On Fri, Jan 12, 2001 at 03:23:51PM -0500, Deepak Jain wrote:
I think the argument is one of stability. BGP is supposed to be stable for days/weeks on end normally. Making your internal network too sensitive to external changes destabilizes your network and those who connect to you.
If a BGP session with one peer resets once every three days, and you peer with them at a few places, at most you are talking about a service degradation for about 5-10 minutes as say 1/3 of your packets are resent or dropped (assuming you peer in three places, etc). 180 seconds is nothing for a router with many peering sessions and a reasonable traffic load.

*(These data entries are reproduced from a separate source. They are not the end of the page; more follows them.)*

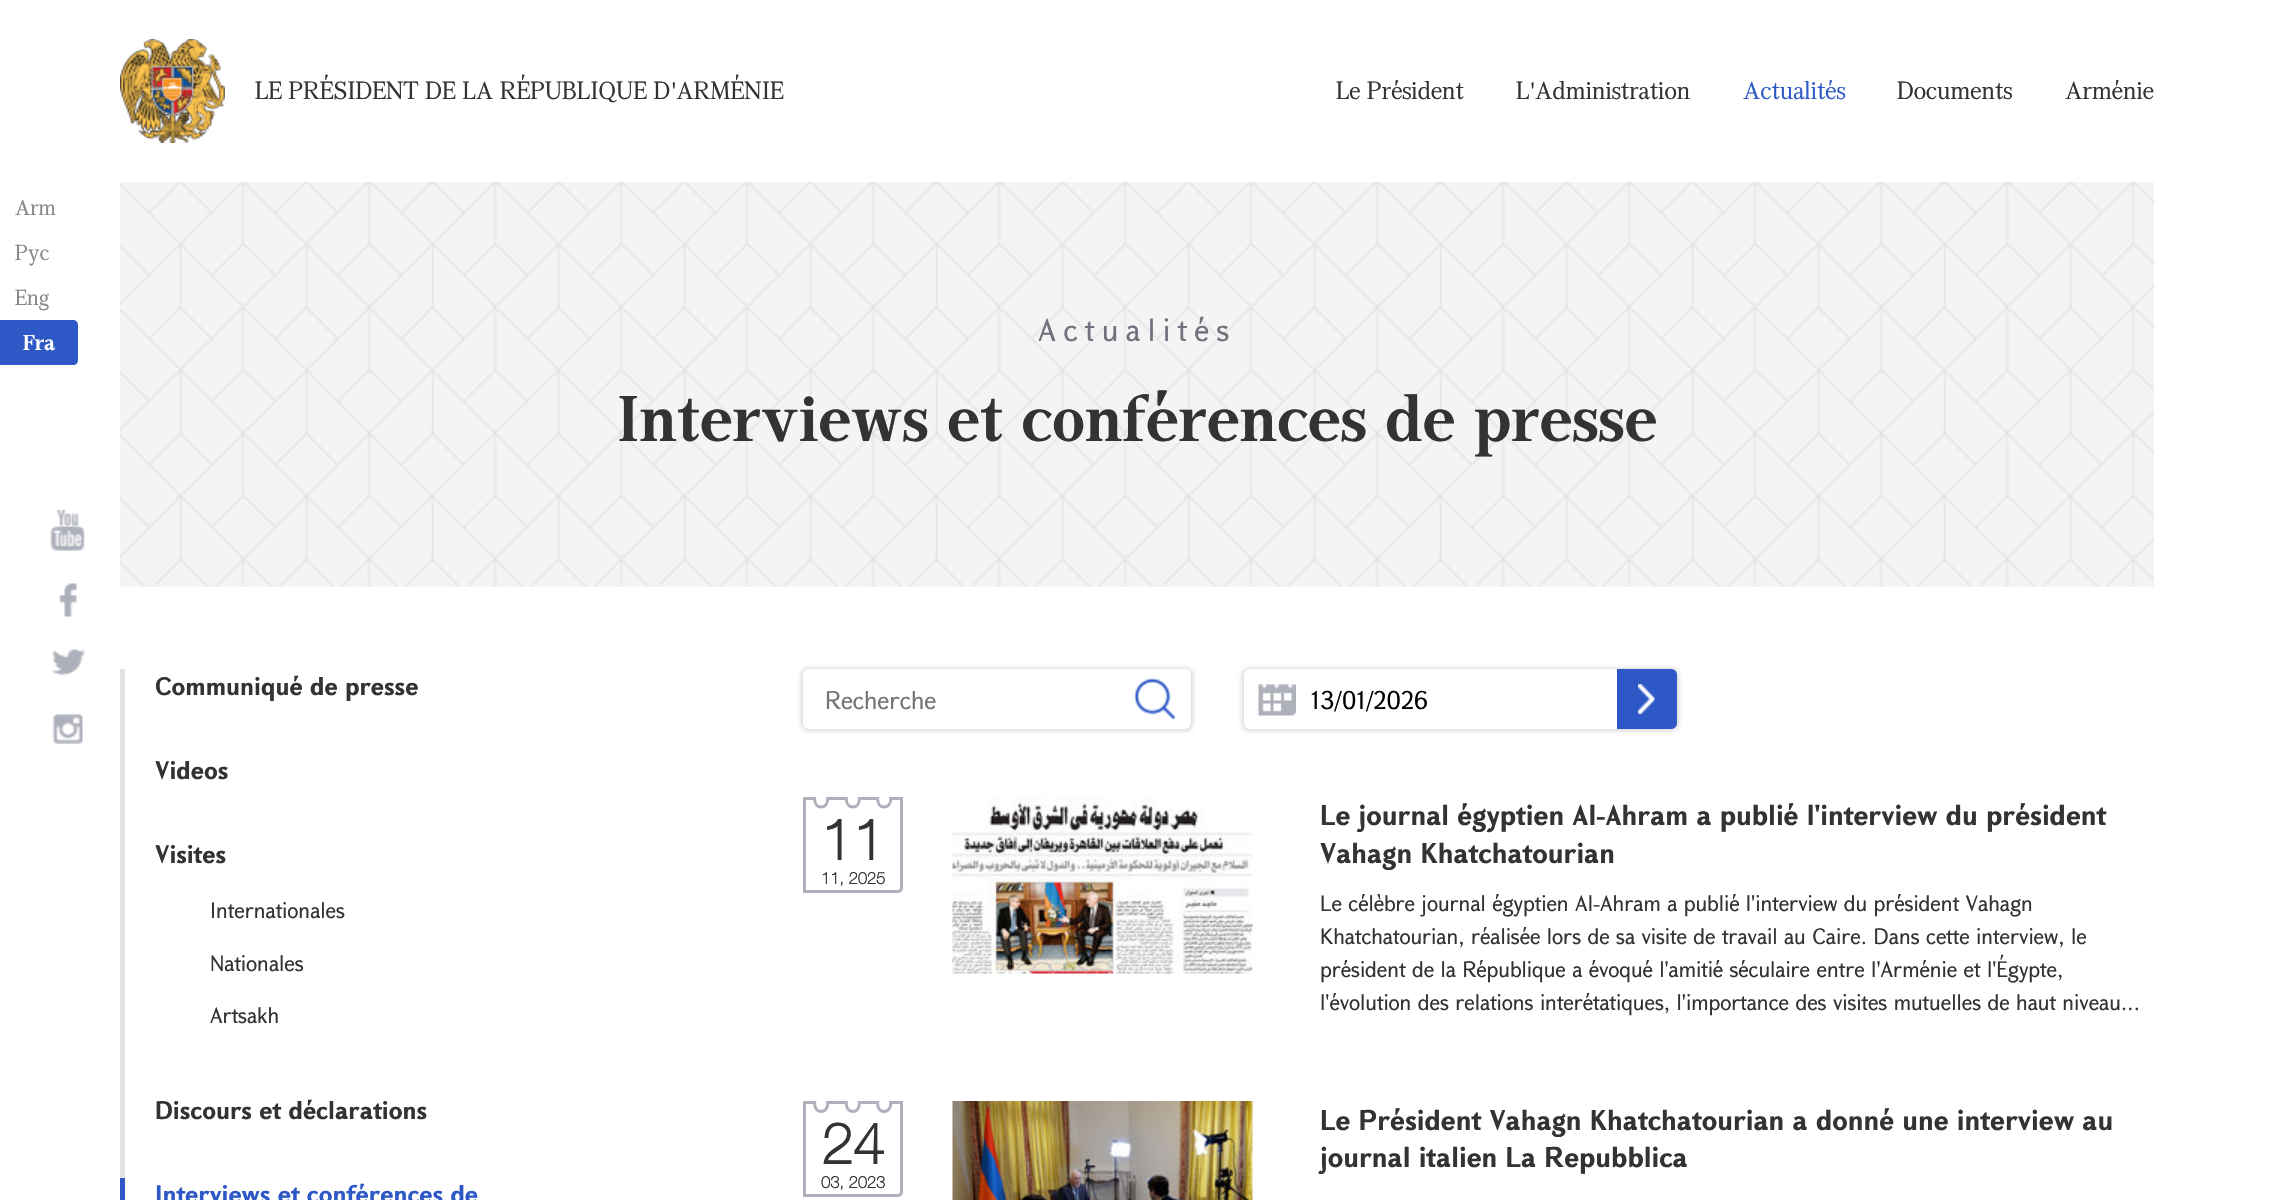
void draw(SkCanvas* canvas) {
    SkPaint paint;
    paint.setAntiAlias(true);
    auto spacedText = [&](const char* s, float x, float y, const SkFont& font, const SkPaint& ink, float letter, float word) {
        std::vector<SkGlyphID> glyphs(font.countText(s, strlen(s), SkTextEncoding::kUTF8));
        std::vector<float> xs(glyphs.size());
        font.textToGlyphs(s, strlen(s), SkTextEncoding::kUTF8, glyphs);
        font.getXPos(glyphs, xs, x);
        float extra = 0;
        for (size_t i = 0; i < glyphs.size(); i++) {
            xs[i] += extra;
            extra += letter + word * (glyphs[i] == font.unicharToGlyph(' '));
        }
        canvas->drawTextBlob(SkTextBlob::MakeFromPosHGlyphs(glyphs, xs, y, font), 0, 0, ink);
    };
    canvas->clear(0xFFFFFFFF);
    canvas->drawImageRect(SkImages::DeferredFromEncodedData(SkData::MakeFromFileName("img1.png")), SkRect::MakeXYWH(120, 39, 105, 104), SkSamplingOptions());
    SkFont font1(fontMgr->matchFamilyStyle("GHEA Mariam", SkFontStyle::Normal()), 24);
    font1.setSubpixel(true);
    paint.setColor(0xFF333333);
    canvas->drawString("LE PRÉSIDENT DE LA RÉPUBLIQUE D'ARMÉNIE", 255, 99, font1, paint);
    canvas->drawString("Le Président", 1336, 99, font1, paint);
    canvas->drawString("L'Administration", 1516, 99, font1, paint);
    paint.setColor(0xFF2D58C6);
    canvas->drawString("Actualités", 1743, 99, font1, paint);
    paint.setColor(0xFF333333);
    canvas->drawString("Documents", 1897, 99, font1, paint);
    canvas->drawString("Arménie", 2065, 99, font1, paint);
    SkFont font2(fontMgr->matchFamilyStyle("GHEA Mariam", SkFontStyle::Normal()), 21);
    font2.setSubpixel(true);
    paint.setColor(0xFF868686);
    canvas->drawString("Arm", 15, 215, font2, paint);
    canvas->drawString("Рус", 15, 260, font2, paint);
    canvas->drawString("Eng", 15, 305, font2, paint);
    paint.setColor(0xFF2D58C6);
    canvas->drawPath(SkPathBuilder().moveTo(0, 320).lineTo(73, 320).cubicTo(76, 320, 78, 322, 78, 325).lineTo(78, 360).cubicTo(78, 363, 76, 365, 73, 365).lineTo(0, 365).close().detach(), paint);
    SkFont font3(fontMgr->matchFamilyStyle("GHEA Mariam", SkFontStyle::Bold()), 21);
    font3.setSubpixel(true);
    paint.setColor(0xFFFFFFFF);
    canvas->drawString("Fra", 23, 350, font3, paint);
    canvas->drawImageRect(SkImages::DeferredFromEncodedData(SkData::MakeFromFileName("img2.png")), SkRect::MakeXYWH(50, 510, 35, 41), SkSamplingOptions());
    canvas->drawImageRect(SkImages::DeferredFromEncodedData(SkData::MakeFromFileName("img3.png")), SkRect::MakeXYWH(59, 583, 18, 34), SkSamplingOptions());
    canvas->drawImageRect(SkImages::DeferredFromEncodedData(SkData::MakeFromFileName("img4.png")), SkRect::MakeXYWH(51, 649, 35, 26), SkSamplingOptions());
    canvas->drawImageRect(SkImages::DeferredFromEncodedData(SkData::MakeFromFileName("img5.png")), SkRect::MakeXYWH(52, 714, 31, 30), SkSamplingOptions());
    paint.setColor(0xFFF5F5F5);
    canvas->drawRect(SkRect::MakeXYWH(120, 182, 2034, 405), paint);
    canvas->drawImageRect(SkImages::DeferredFromEncodedData(SkData::MakeFromFileName("img6.png")), SkRect::MakeXYWH(120, 182, 2034, 405), SkSamplingOptions());
    SkFont font4(fontMgr->matchFamilyStyle("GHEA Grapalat", SkFontStyle::Normal()), 30);
    font4.setSubpixel(true);
    paint.setColor(0xFF6F717C);
    spacedText("Actualités", 1038, 341, font4, paint, 7.5f, 0);
    SkFont font5(fontMgr->matchFamilyStyle("GHEA Mariam", SkFontStyle::Bold()), 63);
    font5.setSubpixel(true);
    paint.setColor(0xFF333333);
    canvas->drawString("Interviews et conférences de presse", 617, 441, font5, paint);
    paint.setColor(0xFFE4E3E3);
    canvas->drawRect(SkRect::MakeXYWH(120, 669, 5, 509), paint);
    SkFont font6(fontMgr->matchFamilyStyle("GHEA Grapalat", SkFontStyle::Bold()), 24);
    font6.setSubpixel(true);
    paint.setColor(0xFF333333);
    canvas->drawString("Communiqué de presse", 155, 695, font6, paint);
    canvas->drawString("Videos", 155, 779, font6, paint);
    canvas->drawString("Visites", 155, 863, font6, paint);
    SkFont font7(fontMgr->matchFamilyStyle("GHEA Grapalat", SkFontStyle::Normal()), 21);
    font7.setSubpixel(true);
    canvas->drawString("Internationales", 210, 918, font7, paint);
    canvas->drawString("Nationales", 210, 971, font7, paint);
    canvas->drawString("Artsakh", 210, 1023, font7, paint);
    canvas->drawString("Discours et déclarations", 155, 1119, font6, paint);
    paint.setColor(0xFF2D58C6);
    canvas->drawRect(SkRect::MakeXYWH(120, 1178, 5, 22), paint);
    canvas->drawString("Interviews et conférences de", 155, 1203, font6, paint);
    paint.setColor(0x26000000);
    paint.setMaskFilter(SkMaskFilter::MakeBlur(kNormal_SkBlurStyle, 2));
    canvas->drawRoundRect(SkRect::MakeXYWH(801, 668, 392, 63), 8, 8, paint);
    paint.setMaskFilter(nullptr);
    paint.setColor(0xFFFFFFFF);
    canvas->drawRoundRect(SkRect::MakeXYWH(803, 669, 388, 60), 6, 6, paint);
    SkFont font8(fontMgr->matchFamilyStyle("GHEA Grapalat", SkFontStyle::Normal()), 24);
    font8.setSubpixel(true);
    paint.setColor(0xFF757575);
    canvas->drawString("Recherche", 825, 709, font8, paint);
    canvas->drawImageRect(SkImages::DeferredFromEncodedData(SkData::MakeFromFileName("img7.png")), SkRect::MakeXYWH(1134, 678, 42, 42), SkSamplingOptions());
    paint.setColor(0x26000000);
    paint.setMaskFilter(SkMaskFilter::MakeBlur(kNormal_SkBlurStyle, 2));
    canvas->drawRoundRect(SkRect::MakeXYWH(1242, 668, 437, 63), 8, 8, paint);
    paint.setMaskFilter(nullptr);
    paint.setColor(0xFFFFFFFF);
    canvas->drawRoundRect(SkRect::MakeXYWH(1244, 669, 433, 60), 6, 6, paint);
    canvas->drawImageRect(SkImages::DeferredFromEncodedData(SkData::MakeFromFileName("img8.png")), SkRect::MakeXYWH(1258, 684, 38, 32), SkSamplingOptions());
    paint.setColor(0xFF000000);
    canvas->drawString("13/01/2026", 1311, 709, font8, paint);
    paint.setColor(0xFF2D58C6);
    canvas->drawPath(SkPathBuilder().moveTo(1617, 669).lineTo(1671, 669).cubicTo(1674.5f, 669, 1677, 671.5f, 1677, 675).lineTo(1677, 723).cubicTo(1677, 726.5f, 1674.5f, 729, 1671, 729).lineTo(1617, 729).close().detach(), paint);
    canvas->drawImageRect(SkImages::DeferredFromEncodedData(SkData::MakeFromFileName("img9.png")), SkRect::MakeXYWH(1638, 684, 17, 30), SkSamplingOptions());
    paint.setStyle(SkPaint::kStroke_Style);
    paint.setStrokeWidth(3);
    paint.setColor(0xFFAEB0BA);
    canvas->drawPath(SkPathBuilder().moveTo(804.5f, 798.5f).lineTo(901.5f, 798.5f).lineTo(901.5f, 888).cubicTo(901.5f, 890, 900, 891.5f, 898, 891.5f).lineTo(804.5f, 891.5f).close().detach(), paint);
    canvas->save();
    canvas->clipRect(SkRect::MakeXYWH(806, 797, 94, 12));
    paint.setStyle(SkPaint::kFill_Style);
    paint.setColor(0xFFFFFFFF);
    canvas->drawOval(SkRect::MakeXYWH(813, 789, 16, 20), paint);
    paint.setStyle(SkPaint::kStroke_Style);
    paint.setColor(0xFFAEB0BA);
    canvas->drawPath(SkPathBuilder().moveTo(821, 790.5f).cubicTo(830, 790.5f, 830, 807, 821, 807).cubicTo(812.5f, 807, 812.5f, 790.5f, 821, 790.5f).close().detach(), paint);
    paint.setStyle(SkPaint::kFill_Style);
    paint.setColor(0xFFFFFFFF);
    canvas->drawOval(SkRect::MakeXYWH(845, 789, 16, 20), paint);
    paint.setStyle(SkPaint::kStroke_Style);
    paint.setColor(0xFFAEB0BA);
    canvas->drawPath(SkPathBuilder().moveTo(853, 790.5f).cubicTo(861.5f, 790.5f, 861.5f, 807, 853, 807).cubicTo(844, 807, 844, 790.5f, 853, 790.5f).close().detach(), paint);
    paint.setStyle(SkPaint::kFill_Style);
    paint.setColor(0xFFFFFFFF);
    canvas->drawOval(SkRect::MakeXYWH(876, 789, 16, 20), paint);
    paint.setStyle(SkPaint::kStroke_Style);
    paint.setColor(0xFFAEB0BA);
    canvas->drawPath(SkPathBuilder().moveTo(884, 790.5f).cubicTo(893, 790.5f, 893, 807, 884, 807).cubicTo(875.5f, 807, 875.5f, 790.5f, 884, 790.5f).close().detach(), paint);
    canvas->restore();
    SkFont font9(fontMgr->matchFamilyStyle("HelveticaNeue", SkFontStyle::Bold()), 57);
    font9.setSubpixel(true);
    paint.setStyle(SkPaint::kFill_Style);
    paint.setColor(0xFF333333);
    canvas->drawString("11", 821, 860, font9, paint);
    SkFont font10(fontMgr->matchFamilyStyle("HelveticaNeue", SkFontStyle::Bold()), 16.5f);
    font10.setSubpixel(true);
    canvas->drawString("11, 2025", 821, 884, font10, paint);
    canvas->drawImageRect(SkImages::DeferredFromEncodedData(SkData::MakeFromFileName("img10.png")), SkRect::MakeXYWH(952, 796, 301, 178), SkSamplingOptions());
    SkFont font11(fontMgr->matchFamilyStyle("GHEA Grapalat", SkFontStyle::Bold()), 27);
    font11.setSubpixel(true);
    canvas->drawString("Le journal égyptien Al-Ahram a publié l'interview du président", 1320, 825, font11, paint);
    canvas->drawString("Vahagn Khatchatourian", 1320, 863, font11, paint);
    canvas->drawString("Le célèbre journal égyptien Al-Ahram a publié l'interview du président Vahagn", 1320, 911, font7, paint);
    canvas->drawString("Khatchatourian, réalisée lors de sa visite de travail au Caire. Dans cette interview, le", 1320, 944, font7, paint);
    canvas->drawString("président de la République a évoqué l'amitié séculaire entre l'Arménie et l'Égypte,", 1320, 977, font7, paint);
    canvas->drawString("l'évolution des relations interétatiques, l'importance des visites mutuelles de haut niveau...", 1320, 1010, font7, paint);
    paint.setStyle(SkPaint::kStroke_Style);
    paint.setColor(0xFFAEB0BA);
    canvas->drawPath(SkPathBuilder().moveTo(804.5f, 1102.5f).lineTo(901.5f, 1102.5f).lineTo(901.5f, 1192).cubicTo(901.5f, 1194, 900, 1195.5f, 898, 1195.5f).lineTo(804.5f, 1195.5f).close().detach(), paint);
    canvas->save();
    canvas->clipRect(SkRect::MakeXYWH(806, 1101, 94, 12));
    paint.setStyle(SkPaint::kFill_Style);
    paint.setColor(0xFFFFFFFF);
    canvas->drawOval(SkRect::MakeXYWH(813, 1093, 16, 20), paint);
    paint.setStyle(SkPaint::kStroke_Style);
    paint.setColor(0xFFAEB0BA);
    canvas->drawPath(SkPathBuilder().moveTo(821, 1095).cubicTo(830, 1095, 830, 1111.5f, 821, 1111.5f).cubicTo(812.5f, 1111.5f, 812.5f, 1095, 821, 1095).close().detach(), paint);
    paint.setStyle(SkPaint::kFill_Style);
    paint.setColor(0xFFFFFFFF);
    canvas->drawOval(SkRect::MakeXYWH(845, 1093, 16, 20), paint);
    paint.setStyle(SkPaint::kStroke_Style);
    paint.setColor(0xFFAEB0BA);
    canvas->drawPath(SkPathBuilder().moveTo(853, 1095).cubicTo(861.5f, 1095, 861.5f, 1111.5f, 853, 1111.5f).cubicTo(844, 1111.5f, 844, 1095, 853, 1095).close().detach(), paint);
    paint.setStyle(SkPaint::kFill_Style);
    paint.setColor(0xFFFFFFFF);
    canvas->drawOval(SkRect::MakeXYWH(876, 1093, 16, 20), paint);
    paint.setStyle(SkPaint::kStroke_Style);
    paint.setColor(0xFFAEB0BA);
    canvas->drawPath(SkPathBuilder().moveTo(884, 1095).cubicTo(893, 1095, 893, 1111.5f, 884, 1111.5f).cubicTo(875.5f, 1111.5f, 875.5f, 1095, 884, 1095).close().detach(), paint);
    canvas->restore();
    paint.setStyle(SkPaint::kFill_Style);
    paint.setColor(0xFF333333);
    canvas->drawString("24", 821, 1164, font9, paint);
    canvas->drawString("03, 2023", 821, 1188, font10, paint);
    canvas->drawImageRect(SkImages::DeferredFromEncodedData(SkData::MakeFromFileName("img11.png")), SkRect::MakeXYWH(952, 1101, 301, 99), SkSamplingOptions());
    canvas->drawString("Le Président Vahagn Khatchatourian a donné une interview au", 1320, 1130, font11, paint);
    canvas->drawString("journal italien La Repubblica", 1320, 1167, font11, paint);
}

With regard to your earlier comments about busy routers "pausing" BGP, perhaps this is something that can be investigated at a vendor software level. I would think keepalives (of any variety) should rank fairly high on the food chain in terms of CPU precedence. If this isn't the case already, why not? I don't know how true it is anymore, but I recall a few years back having to deal with some routers which got bogged down with OSPF updates to the point that they kept resetting perfectly stable links (or the other end did) due to keepalives not being processed in a timely manner. In the interest of stability, I would certainly want keepalives to be processed ahead of routing updates. After all, it's not as though they even represent a significant percentage of the total workload on the CPU, even when you reach a reasonably high number of links. And if your links keep resetting due to route churn, you've got a self-perpetuating problem.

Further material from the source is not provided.